Ya comenté anteriormente el interés de Rn. por la vida de Jesucristo. Con ayuda de nuestra bibliotecaria, encontramos un libro que, sin ser ni de lejos lo que yo buscaba, me ayudó bastante a explicarle un poco la historia de Jesus, sin centrarnos en el tema religioso: "El mejor amigo de los niños", de Mª Augusta Lopes.

Hace unos días, justo antes de dormirse, después de nuestro ratito de lectura, que es cuando tiene (tenemos) la guardia más baja, Rn. me comentó algún suceso relacionado con otra persona (no recuerdo si su hermana o algún amigo) que denotaba su capacidad de empatía. En ese momento sentí que se me escapaba la ternura por los poros.

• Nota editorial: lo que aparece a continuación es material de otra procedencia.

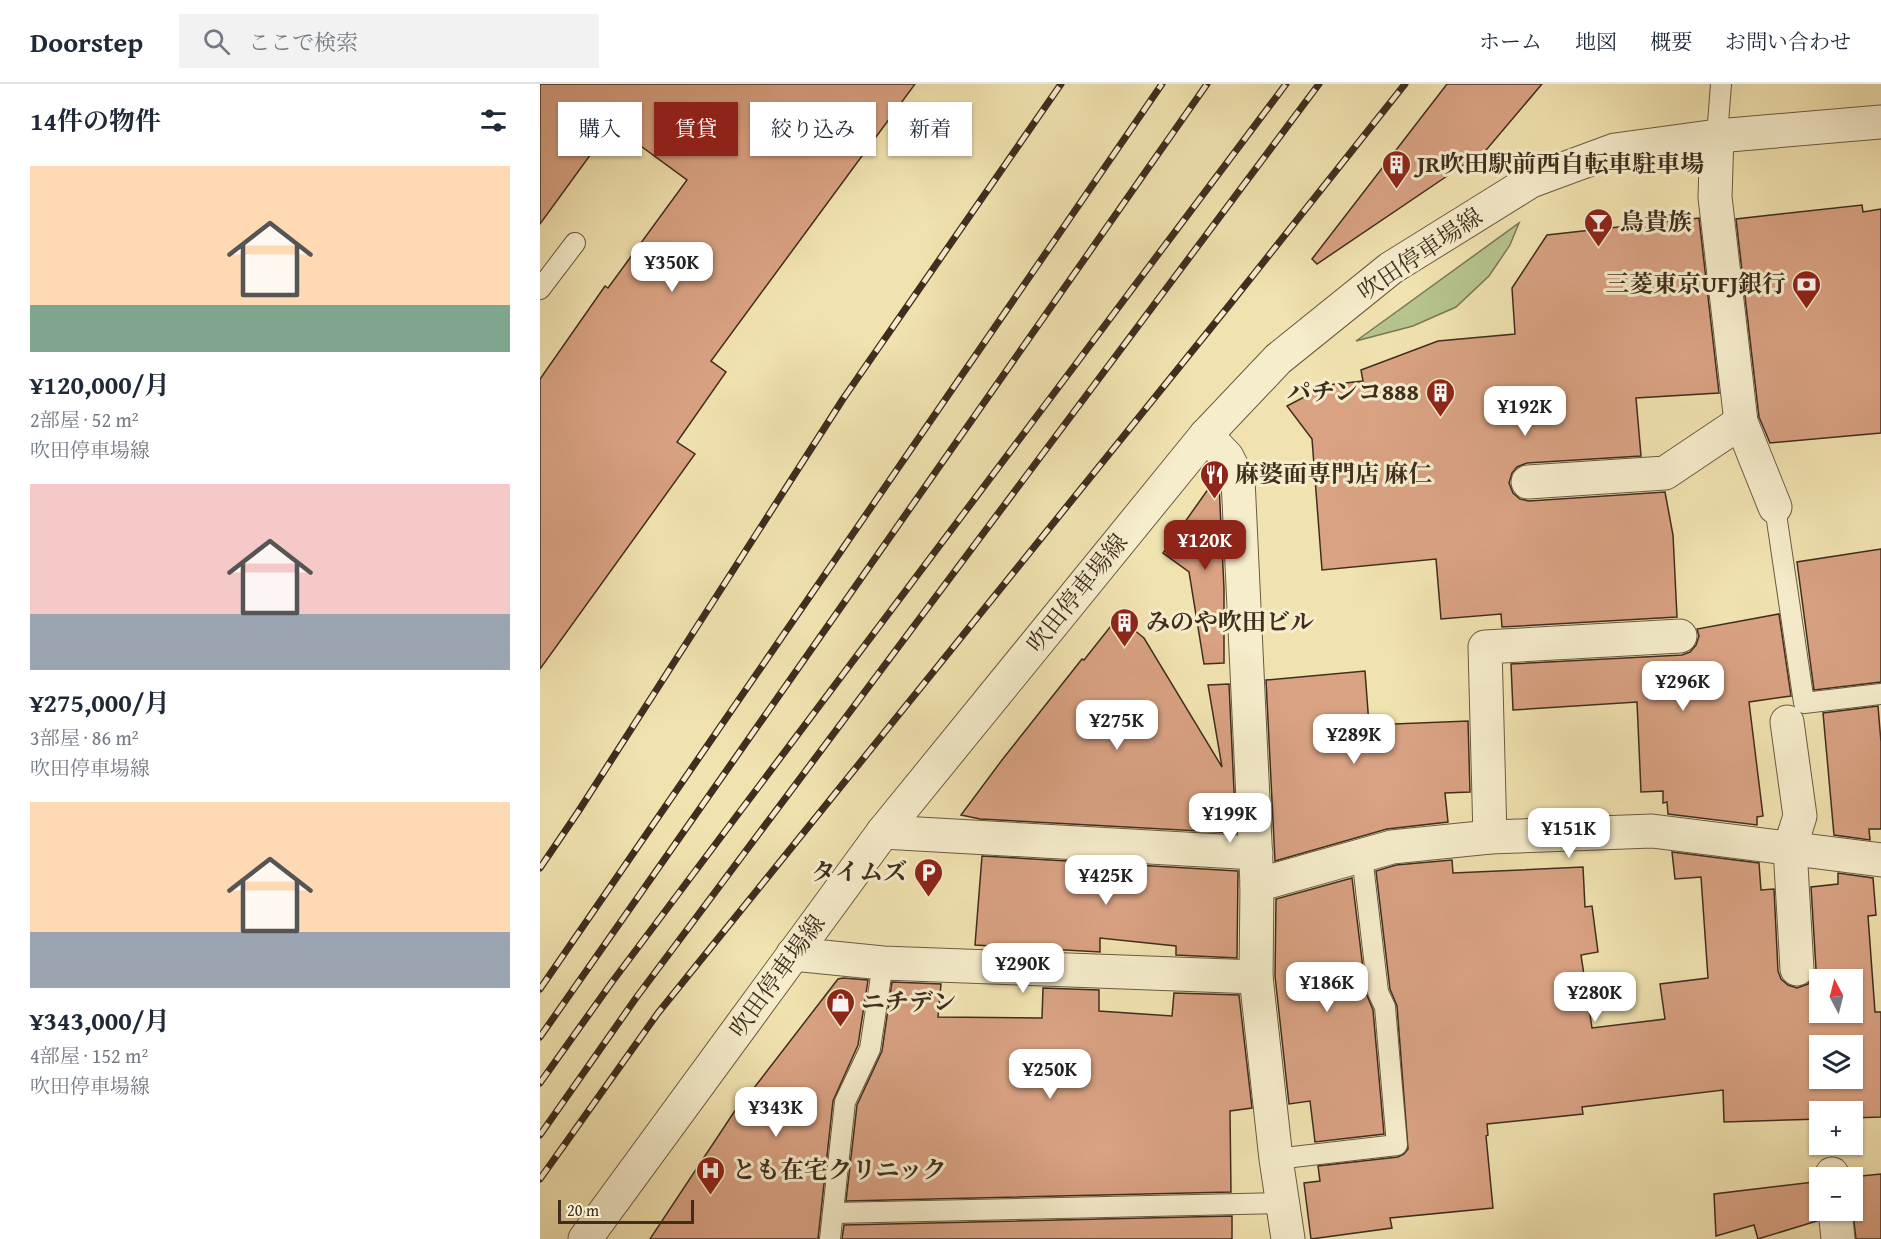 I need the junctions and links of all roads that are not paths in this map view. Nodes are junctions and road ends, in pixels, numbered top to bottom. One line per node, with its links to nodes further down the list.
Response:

Yo:   Rn., eres una persona muy buena, y yo estoy muy orgullosa de ser tu madre...

Rn.:  (con expresión triste)  Yaaaaa....  Y Jesus era una persona de las más buenas, y mira, lo mataron...

Anteayer, en el mismo momento, antes de dormirse. Acabábamos de leer "La vieja Iguazú". Es un precioso cuento en verso de Gonzalo García (Darabuc), una historia muy tierna con unos maravillosos cambios  de ritmo que me encantan y le encantan.

Yo:  Rn., ¿sabes?. De todos tus libros, este es uno de los que más me gustan. Es muy triste, porque la vieja Iguazú se muere, pero también es muy bonito...

Rn.:   Sí, pero es más triste lo de Jesus. Porque  la vieja Iguazú se murió así, alegre, y a Jesus lo mataron, y fíjate, clavado en la cruz, con una corona de espinas, y le pincharon con una lanza...  Eso es aún más triste que morirse...

Feliz martes. Por aquí luce un sol maravilloso.